D’un mouvement de main qui parut à Dale quelque peu efféminé, il désigna les marches du kiosque. Tandis que les spectateurs participaient activement au compte à rebours de l’amorce du film, un signe fit s’approcher l’assistant et Duane se retrouva nez à nez avec un gars d’un mètre quatre-vingts en train de rouler ses manches de chemise. Etait-ce un serviteur, un garde du corps, un employé d’un des cinémas appartenant à M. Ashley-Montague ? Duane n’en savait rien. Il haussa les épaules et partit, descendant les marches beaucoup plus tranquillement que ne l’eût fait Dale à sa place. Lui-même se savait invisible tout au fond du kiosque et dans l’ombre, mais il n’en franchit pas moins d’un saut la balustrade, atterrissant presque dans les bras d’oncle Henry et tante Lena.
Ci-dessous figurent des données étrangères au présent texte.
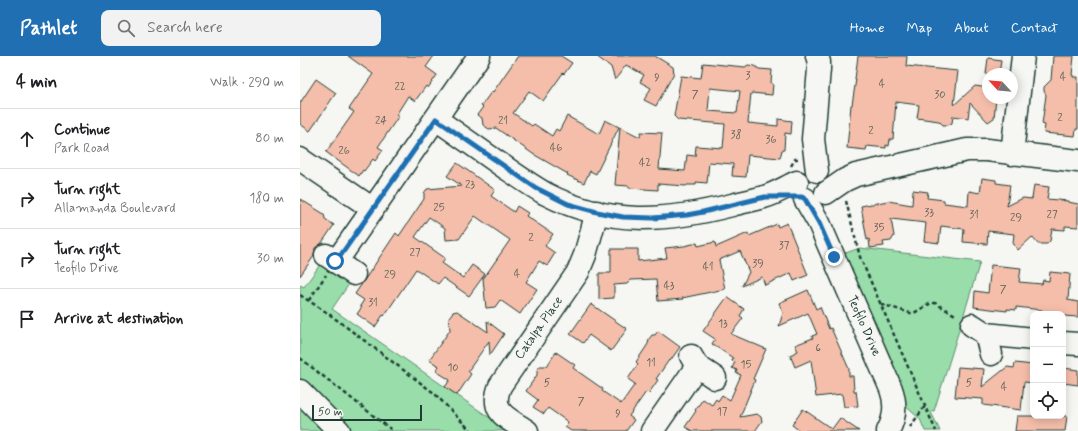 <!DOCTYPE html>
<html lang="en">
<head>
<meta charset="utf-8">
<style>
	:root { --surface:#fff; --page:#f2f2f2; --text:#202124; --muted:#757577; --line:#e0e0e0; --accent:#1f6fb2 }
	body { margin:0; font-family:Mynerve,sans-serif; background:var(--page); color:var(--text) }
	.controls { position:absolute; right:12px; bottom:12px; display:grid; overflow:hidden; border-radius:8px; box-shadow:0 2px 10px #0003 }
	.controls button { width:36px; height:36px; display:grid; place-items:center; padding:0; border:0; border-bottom:1px solid var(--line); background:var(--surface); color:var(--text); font:20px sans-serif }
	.compass { position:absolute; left:682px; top:12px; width:36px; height:36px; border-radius:50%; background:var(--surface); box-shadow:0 2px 10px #0003; rotate:296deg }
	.scale { position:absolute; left:12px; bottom:10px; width:110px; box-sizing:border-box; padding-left:4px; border:2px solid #1f3d34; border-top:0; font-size:11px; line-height:14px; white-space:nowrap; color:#1f3d34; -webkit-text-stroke:3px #f6f6f2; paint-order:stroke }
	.stop { position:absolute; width:12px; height:12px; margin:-9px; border:3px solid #1f6fb2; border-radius:50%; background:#fff }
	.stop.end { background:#1f6fb2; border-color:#fff; box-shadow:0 1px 4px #0008 }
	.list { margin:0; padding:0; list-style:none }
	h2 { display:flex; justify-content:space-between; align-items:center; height:52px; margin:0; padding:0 16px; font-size:17px }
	h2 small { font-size:13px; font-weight:400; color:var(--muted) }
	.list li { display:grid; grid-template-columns:26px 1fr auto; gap:12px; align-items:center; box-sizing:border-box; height:60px; padding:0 16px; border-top:1px solid var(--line) }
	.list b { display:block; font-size:15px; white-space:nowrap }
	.list p { margin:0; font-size:13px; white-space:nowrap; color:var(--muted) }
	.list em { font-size:13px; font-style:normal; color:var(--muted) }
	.icon { flex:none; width:22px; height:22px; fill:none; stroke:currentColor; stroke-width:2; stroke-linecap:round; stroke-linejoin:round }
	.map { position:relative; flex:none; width:778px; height:375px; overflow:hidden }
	header { display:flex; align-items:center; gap:24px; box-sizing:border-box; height:56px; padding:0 20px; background:var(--accent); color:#fff }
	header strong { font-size:19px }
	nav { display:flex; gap:22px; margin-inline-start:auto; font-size:14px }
	.search { width:280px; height:36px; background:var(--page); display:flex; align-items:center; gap:10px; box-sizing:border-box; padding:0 14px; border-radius:8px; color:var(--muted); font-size:15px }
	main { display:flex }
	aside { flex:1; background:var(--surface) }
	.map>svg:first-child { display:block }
	.green { fill:#98ddaa; stroke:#5c8d6f }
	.building { fill:#f5beaa; stroke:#1f3d34; fill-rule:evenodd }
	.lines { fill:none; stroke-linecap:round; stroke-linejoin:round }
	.minor-casing { stroke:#1f3d34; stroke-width:25 }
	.major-casing { stroke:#1f3d34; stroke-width:25 }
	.path { stroke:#1f3d34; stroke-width:2.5; stroke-dasharray:4 3; stroke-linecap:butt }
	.minor { stroke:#f6f6f2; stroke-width:22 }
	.major { stroke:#f6f6f2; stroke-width:22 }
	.route { stroke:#1f6fb2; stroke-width:5 }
	.labels { text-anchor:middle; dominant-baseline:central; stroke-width:4; stroke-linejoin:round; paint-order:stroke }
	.number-label { font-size:11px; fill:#545d52 }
	.street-label { font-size:13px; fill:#1f3d34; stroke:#f6f6f2 }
</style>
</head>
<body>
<header>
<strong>Pathlet</strong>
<div class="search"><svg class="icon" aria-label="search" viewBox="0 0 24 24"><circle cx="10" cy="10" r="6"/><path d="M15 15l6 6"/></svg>Search here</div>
<nav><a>Home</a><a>Map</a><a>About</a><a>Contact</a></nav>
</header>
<main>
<aside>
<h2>4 min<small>Walk · 290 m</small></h2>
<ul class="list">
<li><svg class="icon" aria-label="ahead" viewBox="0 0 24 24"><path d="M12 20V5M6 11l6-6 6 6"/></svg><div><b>Continue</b><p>Park Road</p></div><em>80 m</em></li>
<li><svg class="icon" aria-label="right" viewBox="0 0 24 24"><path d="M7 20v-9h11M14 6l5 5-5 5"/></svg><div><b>Turn right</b><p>Allamanda Boulevard</p></div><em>180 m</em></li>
<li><svg class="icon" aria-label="right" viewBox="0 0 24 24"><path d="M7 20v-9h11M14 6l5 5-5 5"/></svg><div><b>Turn right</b><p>Teofilo Drive</p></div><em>30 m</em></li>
<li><svg class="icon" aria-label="arrive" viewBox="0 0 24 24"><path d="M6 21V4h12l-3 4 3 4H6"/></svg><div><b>Arrive at destination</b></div></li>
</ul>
</aside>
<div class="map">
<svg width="778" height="375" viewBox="0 0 778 375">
	<rect width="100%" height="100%" fill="#f6f6f2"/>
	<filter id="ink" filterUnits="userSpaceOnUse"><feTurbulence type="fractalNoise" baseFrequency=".025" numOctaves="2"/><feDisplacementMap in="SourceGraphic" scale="8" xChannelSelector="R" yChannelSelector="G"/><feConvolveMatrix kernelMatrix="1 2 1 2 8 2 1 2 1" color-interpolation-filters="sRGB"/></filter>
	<g filter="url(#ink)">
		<!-- green -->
		<g class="green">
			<polygon points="560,192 680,206 634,355 631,356 640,375 625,375 620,363 594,340 534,201"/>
			<polygon points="22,206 51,225 32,253 209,375 0,375 0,229 4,231"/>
		</g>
		<!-- building -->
		<g class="building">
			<polygon points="48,0 134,0 126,11 137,19 128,32 126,30 115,45 108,40 96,59 98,61 78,91 83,94 75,105 73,103 64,115 63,114 59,120 26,96 54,56 49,53 73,18"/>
			<polygon points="218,0 261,0 272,7 264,18 263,17 243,45 229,35 213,57 232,70 234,68 252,80 256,73 259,75 267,60 299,78 305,64 319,71 296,118 290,115 284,127 267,119 268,118 233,98 196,72 189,73 183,69 182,62 177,59 183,51 181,50 192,35 193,36"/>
			<polygon points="296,0 355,0 373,11 374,17 356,50 344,44 351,32 340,26 344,19 326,9 315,24 311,11"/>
			<polygon points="558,0 607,0 606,10 658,15 654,49 675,30 688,32 688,42 696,42 694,62 688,66 670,47 668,62 653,60 652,67 648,69 643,69 639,65 617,62 619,49 596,46 593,83 590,83 589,90 586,89 586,92 567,90 566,94 547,92 551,49 552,49 556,23 555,23"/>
			<polygon points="753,0 774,0 772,19 773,19 773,21 778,21 778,73 776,73 775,80 744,77 745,69 742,68 746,39 744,35 744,31 751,24"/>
			<polygon points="688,2 701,4 699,18 686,18"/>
			<path d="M 403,7 L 445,11 L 448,9 L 455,10 L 459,13 L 472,14 L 471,27 L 473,28 L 472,39 L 451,37 L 448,67 L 478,70 L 478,63 L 492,65 L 491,78 L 485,77 L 484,94 L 482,94 L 480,102 L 448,99 L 446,121 L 432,120 L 433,108 L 409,106 L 407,127 L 396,126 L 396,129 L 387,129 L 386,130 L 358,128 L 358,134 L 329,132 L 329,130 L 315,129 L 320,71 L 340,81 L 341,76 L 362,77 L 359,113 L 385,115 L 387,99 L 395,100 L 396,90 L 423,92 L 425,68 L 378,64 L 374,60 L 381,20 L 401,22 ZM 410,32 L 440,35 L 437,57 L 408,55 Z"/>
			<polygon points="16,23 36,37 10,75 0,68 0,47"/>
			<polygon points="157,107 195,134 191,140 214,156 217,150 228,157 226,160 253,178 245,190 255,197 247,210 239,205 226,226 237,233 220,258 200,244 195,251 186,252 183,223 210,184 175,160 159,183 146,184 145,172 129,161 115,181 145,202 142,207 163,222 172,209 185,218 169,240 143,222 138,228 116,213 84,260 83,259 75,271 57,258 62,251 60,250 64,244 55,238 96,177 99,180 124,143 124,137 127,133 162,130 147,120"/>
			<polygon points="682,122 696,124 696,127 710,129 707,150 723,142 732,143 734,129 749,131 747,143 768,145 768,146 778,148 778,171 765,170 765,174 752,173 750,185 747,188 738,188 732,181 718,194 713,187 714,178 688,175 687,188 663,186 664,173 641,170 639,187 624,185 626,167 591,163 594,180 591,185 583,186 584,190 570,192 569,183 567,184 561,150 588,145 612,149 613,134 628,136 627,142 644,144 644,147 668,150 669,135 680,137"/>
			<polygon points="0,143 24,158 25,163 34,169 21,188 15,192 14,200 0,220"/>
			<polygon points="487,167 508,219 494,225 491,217 465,229 462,221 442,230 449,216 440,195 419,204 425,233 382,242 383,243 358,245 356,223 331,224 327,228 314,229 314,242 299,243 299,217 311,217 311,193 338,193 338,205 367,202 365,192 384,190 397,187 398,190 415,186 416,191 448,177 449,180 477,168 478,171"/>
			<polygon points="691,209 721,212 719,226 742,228 743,224 749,225 750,216 770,218 768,244 778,246 778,261 763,260 763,258 741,258 742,254 716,251 716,254 707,253 707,255 674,251 675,235 688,237"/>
			<polygon points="508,234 516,253 520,251 529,273 531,272 549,313 549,320 553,320 554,335 556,335 558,350 544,351 542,338 516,341 511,304 495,311 490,299 498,295 495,289 513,282 512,280 517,278 508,257 479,270 483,257 479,247"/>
			<polygon points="427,241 444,253 440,260 443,262 431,278 466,293 453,323 455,324 440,361 457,358 461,361 462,365 455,375 392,375 385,371 396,355 395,354 403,343 412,349 416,343 418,345 422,339 430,344 441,319 436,317 437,314 432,312 435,306 432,305 433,302 412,288 415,283 403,275"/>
			<polygon points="291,248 327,273 311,295 289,279 283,287 270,278"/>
			<polygon points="157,255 188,276 187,265 204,278 190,299 189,285 168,315 171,318 157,339 145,331 150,324 136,315 139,310 129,304 150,274 149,261 153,256"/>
			<polygon points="358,275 380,291 370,305 369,304 356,323 358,324 349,337 346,336 329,360 334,364 326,375 271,375 265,371 268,366 248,352 244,358 233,351 238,344 226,335 237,319 237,314 240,310 247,310 256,296 275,309 273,312 303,333 302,335 321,348 335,328 328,323 338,308 336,306 348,288 349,283 352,279 355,279"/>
			<polygon points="715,307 733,309 733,327 724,326 721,354 683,349 683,343 655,341 658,311 684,313 682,331 707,311 714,312"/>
			<polygon points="763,312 778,314 778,329 763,327"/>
			<polygon points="503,353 532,373 540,362 559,375 500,375 492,369"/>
			<polygon points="717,360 767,360 765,375 715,375"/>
		</g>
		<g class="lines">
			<defs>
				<g id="minor">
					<path d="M 136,63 C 157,78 179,93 200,108 C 215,118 230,129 246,138 C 308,170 366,166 432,149 C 443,146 454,144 464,141 C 475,138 486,131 497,126"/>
					<polyline points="712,98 723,0"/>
					<polyline points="0,103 73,153"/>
					<polyline points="517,115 513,83 519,13 519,6 517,0"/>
					<polyline points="526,137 545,124 556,119 667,94 687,94 778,105"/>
					<path d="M 505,143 L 519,167 L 591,333 C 596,347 595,362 588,375"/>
					<polyline points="26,199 54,218"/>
					<polyline points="36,206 179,0"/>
					<polyline points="672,269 686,278 691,298"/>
					<polyline points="686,278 733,283"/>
					<polyline points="763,287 778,288"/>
					<polyline points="391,300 397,310 415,322"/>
					<path d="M 227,375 C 208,362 189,357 200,330 L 278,216 L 285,199 L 297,156"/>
					<polyline points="352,375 397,310"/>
				</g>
				<polyline id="major" points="0,335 39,375"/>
			</defs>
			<!-- minor casing -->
			<use href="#minor" class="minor-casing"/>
			<!-- major casing -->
			<use href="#major" class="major-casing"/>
			<!-- path -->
			<g class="path">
				<polyline points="491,110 495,103 499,103"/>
				<polyline points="546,145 560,201 636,375"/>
				<polyline points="0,239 29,258 134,337 171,375"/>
				<polyline points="9,244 26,219"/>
				<polyline points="581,248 610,257 614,257 631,247 635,247 657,260"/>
				<polyline points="0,302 93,375"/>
				<polyline points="610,371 625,350"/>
			</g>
			<!-- minor -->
			<use href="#minor" class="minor"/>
			<!-- major -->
			<use href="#major" class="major"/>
		</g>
	</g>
	<g class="lines" filter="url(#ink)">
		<!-- route -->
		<polyline class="route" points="35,205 36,206 136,63 236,132 268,148 297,156 323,161 353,162 387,159 403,156 465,141 502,141 505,143 519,167 534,201"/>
	</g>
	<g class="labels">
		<!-- number labels -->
		<g class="number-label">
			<text x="448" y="20">3</text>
			<text x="763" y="21">4</text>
			<text x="357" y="22">9</text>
			<text x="582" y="28">4</text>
			<text x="100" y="31">22</text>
			<text x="395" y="39">7</text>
			<text x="640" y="39">30</text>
			<text x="760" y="62">2</text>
			<text x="81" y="65">24</text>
			<text x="203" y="65">21</text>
			<text x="571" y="75">2</text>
			<text x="436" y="79">38</text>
			<text x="471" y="84">36</text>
			<text x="256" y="92">46</text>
			<text x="44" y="95">26</text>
			<text x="345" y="107">42</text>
			<text x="170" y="129">23</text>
			<text x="139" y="152">25</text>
			<text x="629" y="157">33</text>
			<text x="674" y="159">31</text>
			<text x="752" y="159">27</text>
			<text x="716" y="162">29</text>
			<text x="579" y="172">35</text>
			<text x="231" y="182">2</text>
			<text x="484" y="190">37</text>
			<text x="115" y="197">27</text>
			<text x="458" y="208">39</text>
			<text x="408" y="211">41</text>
			<text x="217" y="218">4</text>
			<text x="90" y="219">29</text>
			<text x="369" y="230">43</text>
			<text x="703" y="234">7</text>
			<text x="73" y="247">31</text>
			<text x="423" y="268">13</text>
			<text x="518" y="292">6</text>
			<text x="351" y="307">11</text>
			<text x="446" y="309">15</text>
			<text x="153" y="312">10</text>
			<text x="247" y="327">5</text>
			<text x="669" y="327">5</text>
			<text x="704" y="331">4</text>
			<text x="281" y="346">7</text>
			<text x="422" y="356">17</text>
			<text x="318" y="358">9</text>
		</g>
		<!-- street labels -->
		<g class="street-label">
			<text transform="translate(564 270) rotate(66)">Teofilo Drive</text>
			<text transform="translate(239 272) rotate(-55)">Catalpa Place</text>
		</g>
	</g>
</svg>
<div class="controls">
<button>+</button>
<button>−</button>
<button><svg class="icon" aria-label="locate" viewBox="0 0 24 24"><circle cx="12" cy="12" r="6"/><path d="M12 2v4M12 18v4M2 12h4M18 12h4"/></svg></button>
</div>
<svg class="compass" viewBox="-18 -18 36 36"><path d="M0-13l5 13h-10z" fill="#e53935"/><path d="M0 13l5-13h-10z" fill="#757577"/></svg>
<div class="scale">50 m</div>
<div class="stop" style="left:35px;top:205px"></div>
<div class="stop end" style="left:534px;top:201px"></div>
</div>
</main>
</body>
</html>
Il voulut rattraper Duane, mais celui-ci avait quitté le square et descendait Broad Avenue, les mains dans les poches. Il se dirigeait sans aucun doute vers les ruines de la vieille demeure des Ashley, au bout de la rue.

Dale avait grandi et n’avait plus peur du noir, mais il n’avait guère envie d’aller traîner dans l’obscurité des vieux ormes là-bas. De plus, il entendait dans son dos la musique du film, et il avait bien l’intention de ne pas le rater.

Il retourna au square. Après tout, s’il ne parlait pas à Duane ce soir-là, il pourrait toujours le faire plus tard, dans quelques jours. Rien ne pressait. Ils étaient en vacances.

 

 

Duane suivit Broad Avenue en direction de l’ouest, trop agité pour prêter attention au film. La rue était très noire dans l’ombre des feuillages, et les lampadaires éclairaient à peine, avec toute cette végétation.

La vieille maison des Ashley-Montague se trouvait au bout du dernier chemin. Il contempla l’allée transformée en tunnel par les arbres qui la bordaient. Il ne restait plus grand-chose des bâtiments, à part les ruines noircies de quelques piliers, trois cheminées et des morceaux de poutres tombés dans une cave infestée de rats. Il faisait vraiment très noir, il n’y avait même pas de lucioles dans l’allée, et le bruit, les spectateurs, les lumières de la séance gratuite étaient déjà loin, et le paraissaient encore plus avec tous ces arbres et toutes ces feuilles.

Duane n’avait pas peur de l’obscurité, mais cette nuit-là, cette allée ne le tentait vraiment pas. Il prit une ruelle qui le ramena vers une des rues bordées de maisons neuves où habitait Chuck Sperling.

Derrière lui, dans l’obscurité du chemin, à l’endroit où la végétation était la plus dense, quelque chose remua, agita les branches, puis glissa le long d’un bassin depuis longtemps oublié parmi les herbes et les ruines.